Ocean was in severe DKA (Diabetic Ketoacidosis).
“His speech had already stopped progressing before the DKA,” April said. “I’m assuming because of the high blood sugars.”
April says that Ocean’s delay in speech progression due to trauma from the DKA and potentially from swelling on the brain is not something that Ocean’s doctor has often seen, but that doesn’t mean that it hasn’t happened before. Since Ocean’s story is shared more and more, April has already been getting e-mails from other parents of Type 1s whose child experienced the same thing.
“He still always has had his own language. But there was nothing that we could understand anymore.”
April said that within the last few months, Ocean has begun to progress by mimicking, which he has not done since before his diagnosis.
A little over a year after Ocean’s diagnosis and finding his love of painting, April says that they have found a rhythm as a family. Their next goal is to start taking walks again once the weather is warm.

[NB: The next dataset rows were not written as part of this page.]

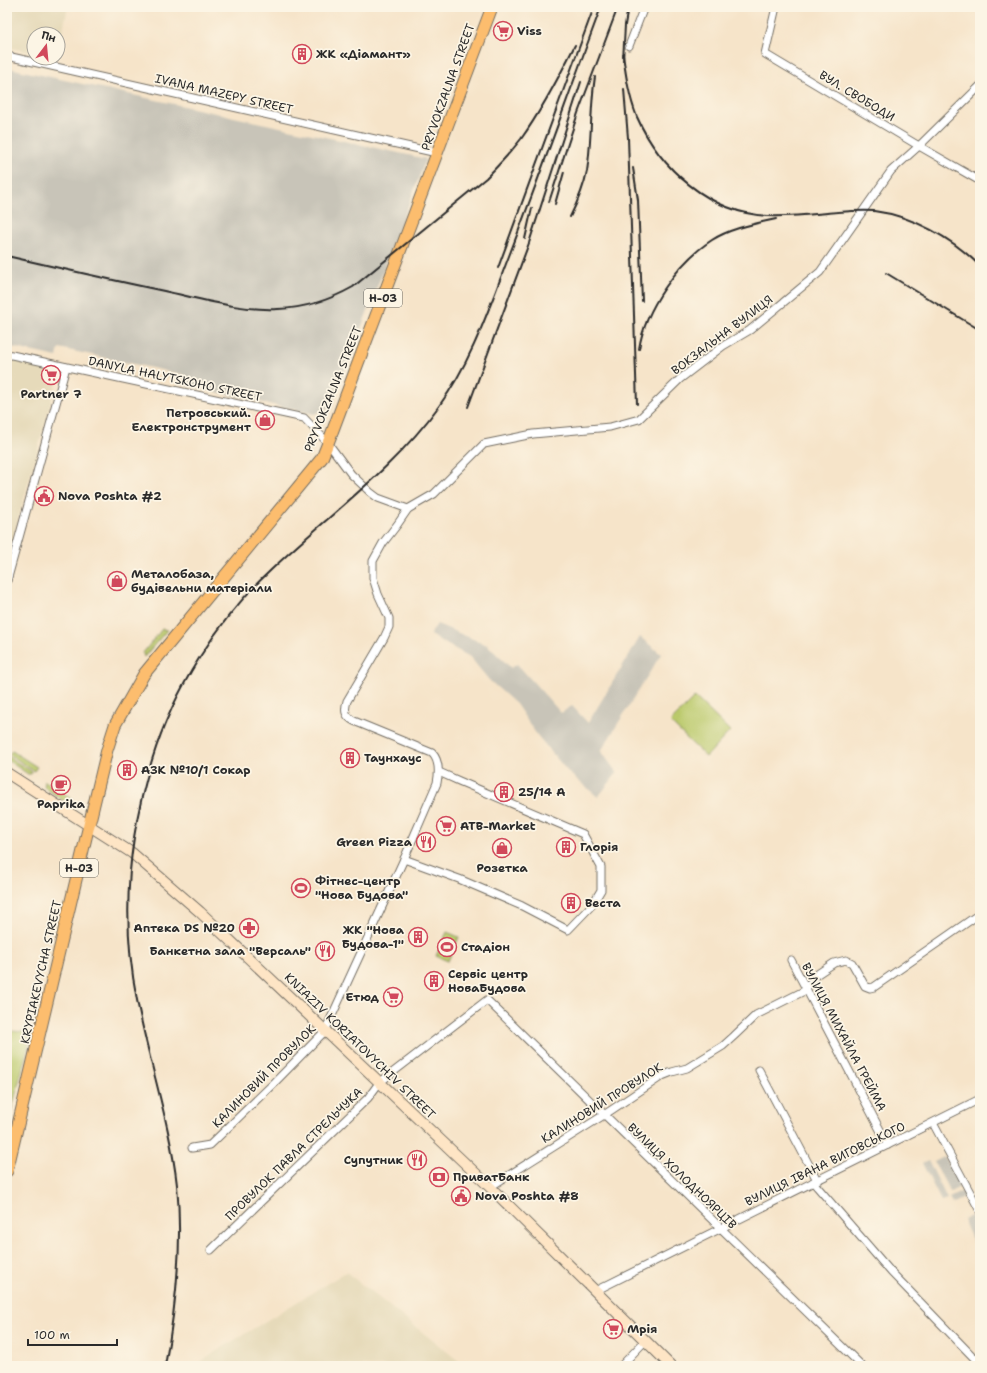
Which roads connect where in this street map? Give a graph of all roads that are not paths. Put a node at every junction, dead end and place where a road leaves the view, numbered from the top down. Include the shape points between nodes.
1 (492, 7) edge
2 (644, 7) edge
3 (776, 7) edge
4 (629, 46) dead end
5 (7, 56) edge
6 (980, 86) edge
7 (919, 146) junction
8 (437, 153) junction
9 (980, 181) edge
10 (7, 354) edge
11 (66, 367) junction
12 (328, 443) junction
13 (408, 509) junction
14 (7, 581) edge
15 (439, 772) junction
16 (7, 773) edge
17 (89, 825) junction
18 (404, 859) junction
19 (975, 918) dead end
20 (791, 960) dead end
21 (806, 989) junction
22 (487, 1000) joint
23 (325, 1031) junction
24 (759, 1070) dead end
25 (380, 1083) junction
26 (980, 1100) edge
27 (604, 1115) junction
28 (933, 1123) junction
29 (888, 1145) junction
30 (192, 1148) dead end
31 (7, 1171) edge
32 (815, 1181) junction
33 (490, 1187) junction
34 (980, 1211) edge
35 (720, 1228) junction
36 (211, 1250) dead end
37 (595, 1291) junction
38 (645, 1341) junction
39 (980, 1364) edge
40 (621, 1366) edge
41 (671, 1366) edge
42 (862, 1366) edge

1 - 8 main road, PRYVOKZALNA STREET / Н-03
2 - 4 street
3 - 7 street, ВУЛ. СВОБОДИ via 765,54
5 - 8 street, IVANA MAZEPY STREET
6 - 7 street, ВОКЗАЛЬНА ВУЛИЦЯ
7 - 9 street, ВУЛ. СВОБОДИ
7 - 13 street, ВОКЗАЛЬНА ВУЛИЦЯ via 891,171 820,272 750,330 723,346 680,379 639,419 610,427 532,434 484,444 434,494
8 - 12 main road, PRYVOKZALNA STREET / Н-03
10 - 11 street, DANYLA HALYTSKOHO STREET
11 - 12 street, DANYLA HALYTSKOHO STREET via 304,418
11 - 14 street
12 - 13 street via 370,492 378,498
12 - 17 main road, PRYVOKZALNA STREET / Н-03 via 322,458 144,674 115,725
13 - 15 street via 373,560 373,578 389,618 389,627 344,710 347,717 354,721 432,753 436,757
15 - 18 street, КАЛИНОВИЙ ПРОВУЛОК via 437,783
15 - 18 street via 583,834 601,867 601,890 592,905 568,930 522,906
16 - 17 main road, KNIAZIV KORIATOVYCHIV STREET
17 - 23 main road, KNIAZIV KORIATOVYCHIV STREET via 132,853 200,912
17 - 31 main road, KRYPIAKEVYCHA STREET / Н-03
18 - 23 street, КАЛИНОВИЙ ПРОВУЛОК
19 - 21 street via 876,987 865,986 852,963 842,960 818,973
20 - 21 street, ВУЛИЦЯ МИХАЙЛА ГРЕЙМА
21 - 27 street, КАЛИНОВИЙ ПРОВУЛОК via 756,1015 734,1036 705,1057 687,1068 662,1076
21 - 29 street, ВУЛИЦЯ МИХАЙЛА ГРЕЙМА
22 - 25 street, ПРОВУЛОК ПАВЛА СТРЕЛЬЧУКА
22 - 27 street, ВУЛИЦЯ ХОЛОДНОЯРЦІВ
23 - 25 main road, KNIAZIV KORIATOVYCHIV STREET
23 - 30 street, КАЛИНОВИЙ ПРОВУЛОК via 210,1145
24 - 32 street
25 - 33 main road, KNIAZIV KORIATOVYCHIV STREET
25 - 36 street, ПРОВУЛОК ПАВЛА СТРЕЛЬЧУКА via 368,1098
26 - 28 street, ВУЛИЦЯ ІВАНА ВИГОВСЬКОГО
27 - 33 street, КАЛИНОВИЙ ПРОВУЛОК
27 - 35 street, ВУЛИЦЯ ХОЛОДНОЯРЦІВ
28 - 29 street, ВУЛИЦЯ ІВАНА ВИГОВСЬКОГО
28 - 34 street
29 - 32 street, ВУЛИЦЯ ІВАНА ВИГОВСЬКОГО
32 - 35 street, ВУЛИЦЯ ІВАНА ВИГОВСЬКОГО
32 - 39 street via 891,1272
33 - 37 main road, KNIAZIV KORIATOVYCHIV STREET
35 - 37 street, ВУЛИЦЯ ІВАНА ВИГОВСЬКОГО
35 - 42 street, ВУЛИЦЯ ХОЛОДНОЯРЦІВ
37 - 38 main road, KNIAZIV KORIATOVYCHIV STREET
38 - 40 street
38 - 41 main road, KNIAZIV KORIATOVYCHIV STREET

Due to Ocean’s slight allergy to tape and the fact that April and Scott already check his blood sugar very frequently, they have decided not to put their son on a pump or a CGM at this time and to keep him on MDI (Multiple Daily Injections).
“Ideally, I would love for it to be his choice,” she said, acknowledging that one day a pump and/or a CGM may be the right choice for him. “Right now he is doing great as far as his A1c goes,” she added.
“If I had known the signs of DKA I would have been able to go to the doctor much sooner and say ‘Check his blood!’” April said. “I had no idea that these things added up to something. No one had educated me yet.”
Many of Ocean’s paintings are for sale on his website, (which also includes a blog by April), but April and Scott were at first hesitant to profit from their son’s work. Eventually they decided to split the proceeds from Ocean’s paintings to benefit Beyond Type 1, the JDRF, and to one day soon get a Diabetic Alert Dog (DAD) for Ocean.
“We thought, if this is a way that we can spread awareness, it wouldn’t feel like we were just selling it for us,” April said. “We would be selling it for awareness, and honor him – to honor our son.”